Problem to solve: Look through the lines below; wherever the word "Left" appears, copy that line.

Start of Exercise data

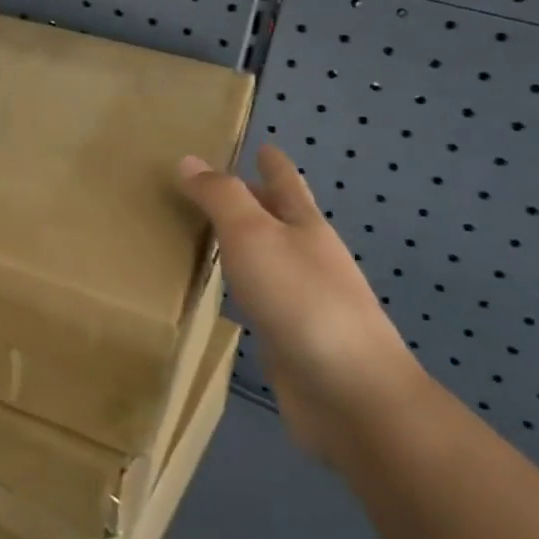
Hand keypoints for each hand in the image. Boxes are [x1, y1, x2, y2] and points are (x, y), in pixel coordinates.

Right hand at [177, 144, 426, 462]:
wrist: (349, 392)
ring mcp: (304, 301)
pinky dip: (241, 287)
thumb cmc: (300, 299)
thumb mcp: (253, 234)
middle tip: (213, 188)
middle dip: (255, 201)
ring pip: (268, 260)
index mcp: (306, 226)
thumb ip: (220, 197)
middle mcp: (309, 258)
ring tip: (207, 235)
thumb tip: (189, 161)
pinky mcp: (292, 339)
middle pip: (281, 220)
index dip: (273, 163)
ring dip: (244, 245)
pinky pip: (259, 299)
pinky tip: (223, 295)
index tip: (263, 145)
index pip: (286, 183)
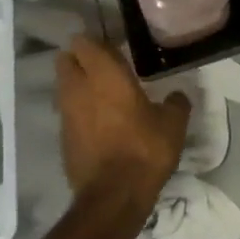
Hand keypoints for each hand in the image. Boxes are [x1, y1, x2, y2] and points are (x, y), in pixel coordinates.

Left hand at [55, 35, 189, 210]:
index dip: (93, 40)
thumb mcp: (173, 124)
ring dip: (76, 84)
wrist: (113, 198)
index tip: (109, 43)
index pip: (85, 43)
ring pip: (63, 86)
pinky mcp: (63, 138)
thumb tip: (177, 95)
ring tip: (99, 92)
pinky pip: (67, 112)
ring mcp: (67, 114)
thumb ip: (175, 103)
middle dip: (78, 58)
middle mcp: (79, 88)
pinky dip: (77, 110)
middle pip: (66, 60)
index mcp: (105, 75)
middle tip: (101, 64)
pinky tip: (96, 120)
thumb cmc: (144, 150)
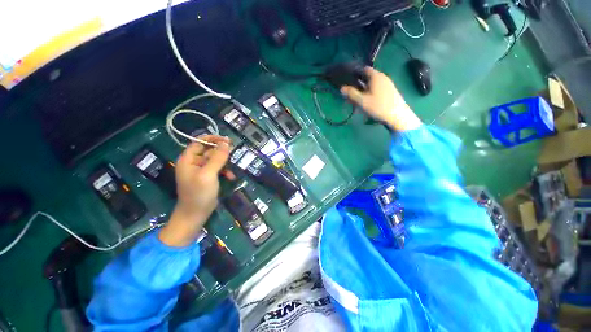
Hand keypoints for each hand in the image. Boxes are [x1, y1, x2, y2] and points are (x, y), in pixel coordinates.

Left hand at [159, 135, 231, 246]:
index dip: (213, 139)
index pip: (199, 142)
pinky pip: (218, 169)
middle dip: (221, 152)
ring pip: (215, 160)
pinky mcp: (208, 177)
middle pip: (209, 150)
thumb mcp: (208, 174)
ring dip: (225, 163)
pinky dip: (225, 171)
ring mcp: (201, 171)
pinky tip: (231, 177)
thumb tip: (226, 143)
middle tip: (234, 152)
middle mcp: (194, 163)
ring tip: (232, 167)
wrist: (195, 214)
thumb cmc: (199, 193)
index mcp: (188, 159)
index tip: (227, 140)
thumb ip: (217, 158)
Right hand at [341, 67, 421, 131]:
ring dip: (365, 88)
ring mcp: (388, 84)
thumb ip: (351, 94)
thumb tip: (342, 88)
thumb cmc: (379, 107)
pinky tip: (368, 100)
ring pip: (373, 83)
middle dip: (359, 82)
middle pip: (368, 76)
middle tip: (351, 91)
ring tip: (358, 97)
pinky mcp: (390, 91)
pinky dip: (371, 91)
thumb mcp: (362, 101)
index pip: (364, 69)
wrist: (398, 116)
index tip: (348, 80)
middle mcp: (383, 77)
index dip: (355, 73)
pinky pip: (377, 88)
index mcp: (376, 76)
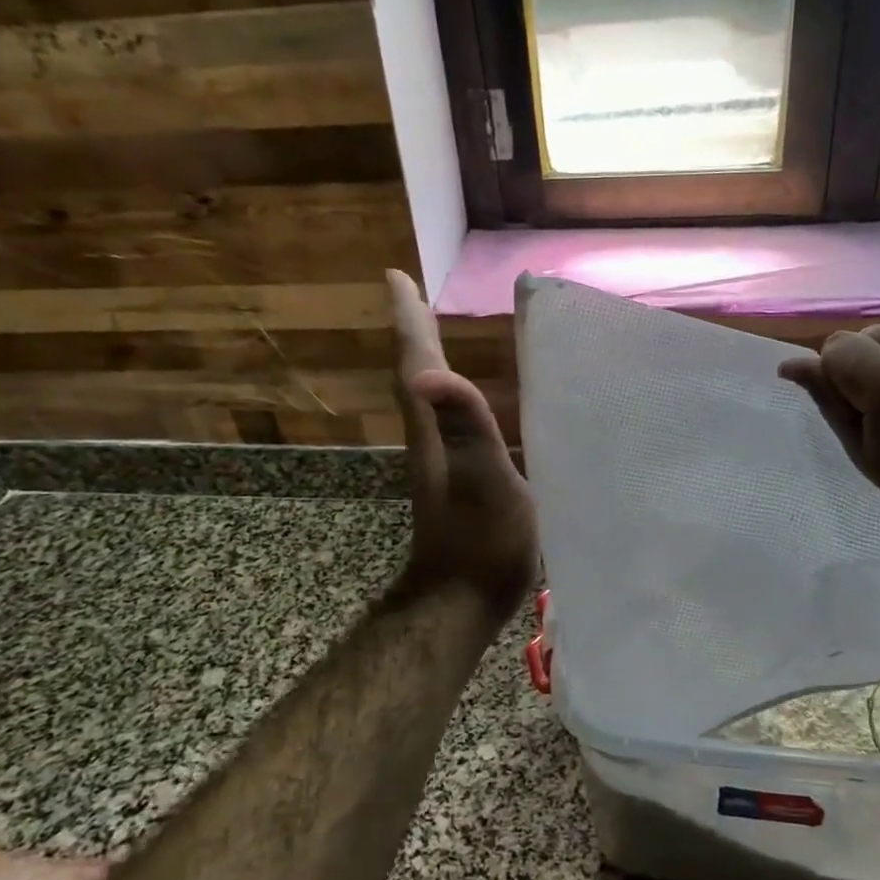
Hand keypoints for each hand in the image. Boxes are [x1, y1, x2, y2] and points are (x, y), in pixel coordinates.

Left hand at [387, 270, 537, 617]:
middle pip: (414, 372)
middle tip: (411, 293)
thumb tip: (427, 371)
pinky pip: (449, 421)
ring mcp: (441, 462)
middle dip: (413, 330)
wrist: (459, 602)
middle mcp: (430, 439)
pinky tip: (466, 401)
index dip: (408, 319)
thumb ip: (464, 426)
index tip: (396, 276)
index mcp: (434, 430)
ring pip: (428, 396)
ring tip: (433, 331)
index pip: (414, 363)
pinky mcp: (456, 482)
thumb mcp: (483, 479)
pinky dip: (450, 395)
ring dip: (426, 359)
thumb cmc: (482, 542)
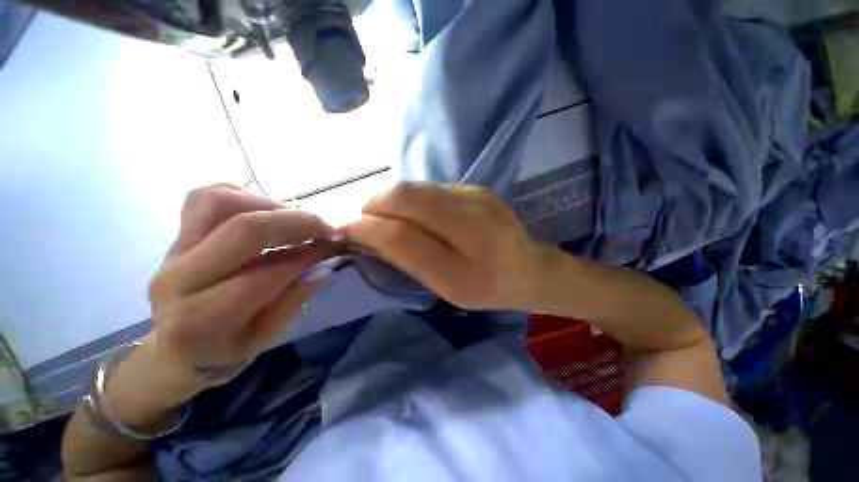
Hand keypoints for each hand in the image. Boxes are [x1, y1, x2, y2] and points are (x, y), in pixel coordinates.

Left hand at [146, 184, 336, 390]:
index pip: (267, 272)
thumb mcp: (266, 338)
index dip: (308, 255)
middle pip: (243, 229)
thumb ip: (294, 298)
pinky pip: (204, 197)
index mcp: (203, 319)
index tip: (333, 247)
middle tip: (325, 227)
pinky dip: (242, 196)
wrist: (174, 350)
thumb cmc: (224, 352)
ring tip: (293, 220)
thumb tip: (323, 263)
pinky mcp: (175, 235)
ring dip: (269, 204)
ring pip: (219, 201)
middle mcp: (178, 279)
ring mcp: (172, 251)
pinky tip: (265, 213)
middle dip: (297, 222)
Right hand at [340, 182, 551, 310]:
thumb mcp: (446, 288)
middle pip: (405, 197)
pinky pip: (430, 187)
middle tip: (364, 220)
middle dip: (373, 205)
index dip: (365, 228)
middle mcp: (472, 222)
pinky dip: (411, 197)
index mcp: (464, 266)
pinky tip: (415, 212)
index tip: (344, 229)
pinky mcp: (477, 187)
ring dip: (390, 199)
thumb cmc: (487, 289)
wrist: (531, 269)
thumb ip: (407, 261)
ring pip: (414, 187)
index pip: (400, 235)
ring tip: (385, 216)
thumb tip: (369, 236)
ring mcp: (476, 197)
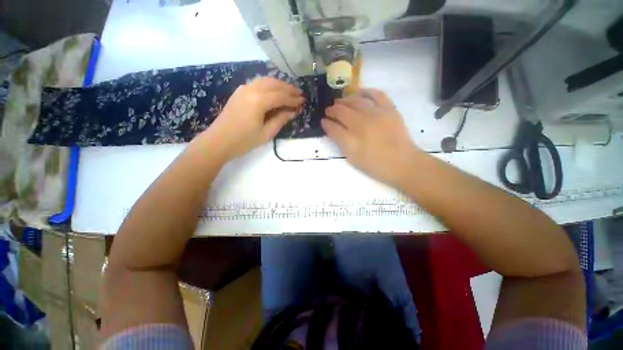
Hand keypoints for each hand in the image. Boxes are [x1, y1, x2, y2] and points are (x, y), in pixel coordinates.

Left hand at [205, 77, 303, 159]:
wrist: (218, 141)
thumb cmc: (244, 141)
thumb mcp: (266, 133)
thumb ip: (281, 120)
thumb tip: (293, 112)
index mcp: (259, 101)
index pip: (281, 96)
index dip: (293, 99)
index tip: (303, 101)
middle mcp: (252, 89)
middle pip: (274, 84)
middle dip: (288, 89)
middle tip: (299, 94)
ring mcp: (244, 89)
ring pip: (266, 81)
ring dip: (279, 84)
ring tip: (290, 91)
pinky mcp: (239, 92)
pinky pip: (258, 83)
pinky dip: (269, 85)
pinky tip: (274, 91)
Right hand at [322, 89, 420, 185]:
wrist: (402, 164)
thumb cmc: (374, 164)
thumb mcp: (352, 156)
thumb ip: (339, 139)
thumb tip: (327, 125)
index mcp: (352, 134)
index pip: (334, 123)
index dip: (327, 122)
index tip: (323, 121)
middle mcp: (363, 119)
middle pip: (343, 110)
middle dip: (333, 109)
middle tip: (329, 110)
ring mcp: (377, 112)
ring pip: (357, 100)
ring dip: (346, 99)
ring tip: (340, 101)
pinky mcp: (390, 109)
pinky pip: (377, 94)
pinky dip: (367, 91)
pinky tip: (360, 92)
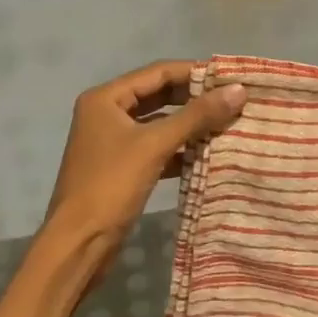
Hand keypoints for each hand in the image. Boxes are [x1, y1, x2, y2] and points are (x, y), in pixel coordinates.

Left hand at [42, 60, 245, 276]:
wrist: (79, 244)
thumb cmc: (111, 185)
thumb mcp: (155, 145)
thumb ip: (197, 116)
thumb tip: (239, 90)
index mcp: (105, 98)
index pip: (157, 72)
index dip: (194, 72)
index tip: (231, 76)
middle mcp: (106, 113)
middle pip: (158, 96)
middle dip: (194, 98)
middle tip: (234, 99)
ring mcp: (113, 142)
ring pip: (159, 123)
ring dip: (190, 124)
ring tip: (228, 123)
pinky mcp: (122, 167)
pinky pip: (156, 148)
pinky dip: (180, 149)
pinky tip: (208, 154)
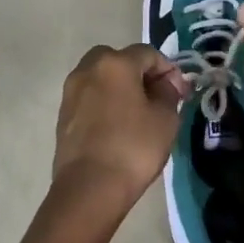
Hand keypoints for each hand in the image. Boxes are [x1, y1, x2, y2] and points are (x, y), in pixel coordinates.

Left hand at [50, 45, 190, 220]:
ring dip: (119, 86)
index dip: (168, 70)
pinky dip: (104, 102)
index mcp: (115, 63)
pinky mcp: (63, 114)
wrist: (89, 188)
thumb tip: (166, 83)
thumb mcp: (166, 119)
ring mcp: (71, 92)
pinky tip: (117, 125)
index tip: (180, 93)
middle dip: (139, 72)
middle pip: (118, 59)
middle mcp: (88, 69)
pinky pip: (89, 97)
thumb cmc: (133, 148)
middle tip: (156, 96)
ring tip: (137, 112)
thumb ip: (168, 93)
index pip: (148, 54)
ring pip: (101, 77)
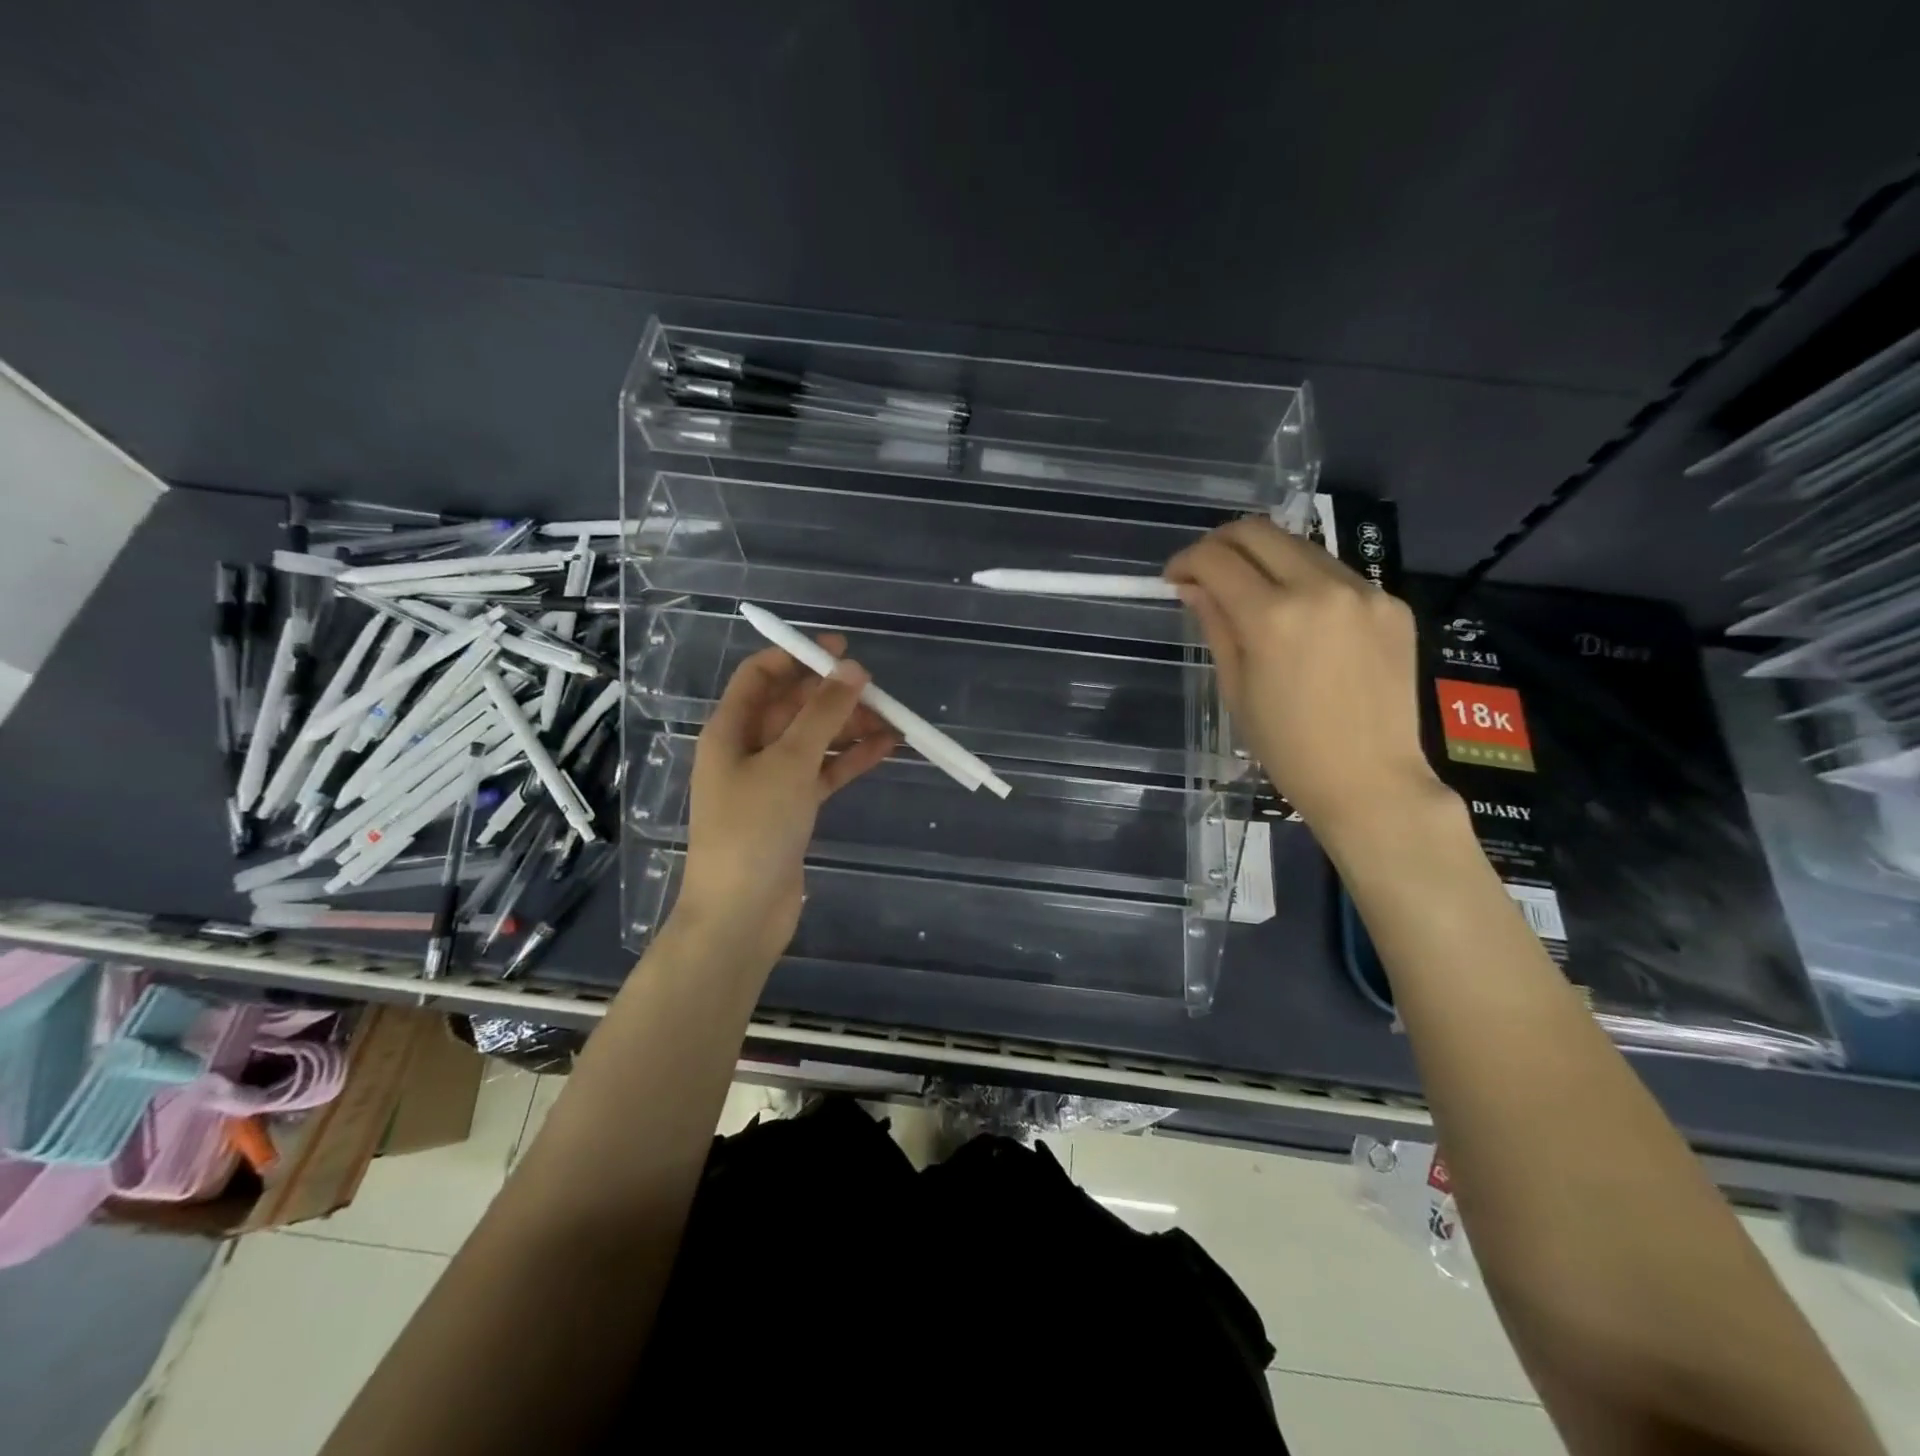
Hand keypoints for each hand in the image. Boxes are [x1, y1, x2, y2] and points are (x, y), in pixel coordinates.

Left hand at [672, 634, 899, 969]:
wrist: (741, 914)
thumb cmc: (754, 829)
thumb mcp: (789, 762)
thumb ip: (823, 713)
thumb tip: (853, 669)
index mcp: (730, 730)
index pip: (760, 676)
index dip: (797, 657)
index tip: (840, 649)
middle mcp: (747, 749)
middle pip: (792, 707)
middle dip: (832, 695)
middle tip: (876, 689)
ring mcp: (770, 781)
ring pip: (813, 740)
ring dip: (848, 728)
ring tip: (893, 720)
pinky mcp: (791, 809)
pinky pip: (823, 772)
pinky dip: (850, 759)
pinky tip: (886, 748)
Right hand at [1166, 517, 1448, 836]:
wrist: (1370, 780)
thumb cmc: (1287, 748)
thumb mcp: (1236, 688)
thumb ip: (1215, 625)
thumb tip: (1193, 587)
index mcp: (1273, 618)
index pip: (1216, 559)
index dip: (1186, 561)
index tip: (1175, 578)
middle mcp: (1321, 589)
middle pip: (1258, 531)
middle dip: (1221, 543)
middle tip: (1206, 570)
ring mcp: (1364, 592)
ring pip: (1300, 546)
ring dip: (1265, 559)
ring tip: (1252, 593)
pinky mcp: (1392, 604)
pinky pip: (1337, 574)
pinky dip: (1306, 582)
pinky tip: (1301, 618)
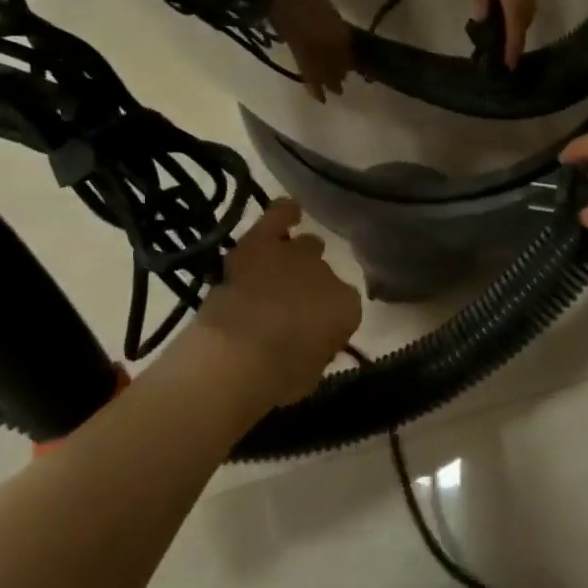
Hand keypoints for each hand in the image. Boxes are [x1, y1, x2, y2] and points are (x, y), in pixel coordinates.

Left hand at [191, 200, 362, 405]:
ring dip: (296, 256)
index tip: (307, 332)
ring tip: (282, 267)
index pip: (342, 306)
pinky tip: (288, 210)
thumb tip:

End of Exercise data

Written solution:
Left hand at [55, 35, 189, 210]:
Left hand at [159, 135, 231, 246]:
Left hand at [387, 270, 537, 617]:
Left hand at [146, 184, 336, 390]:
Left hand at [205, 77, 303, 159]:
Left hand at [42, 60, 245, 276]:
Left hand at [50, 45, 190, 220]:
Left hand at [672, 634, 899, 969]:
Left hand at [191, 200, 362, 405]:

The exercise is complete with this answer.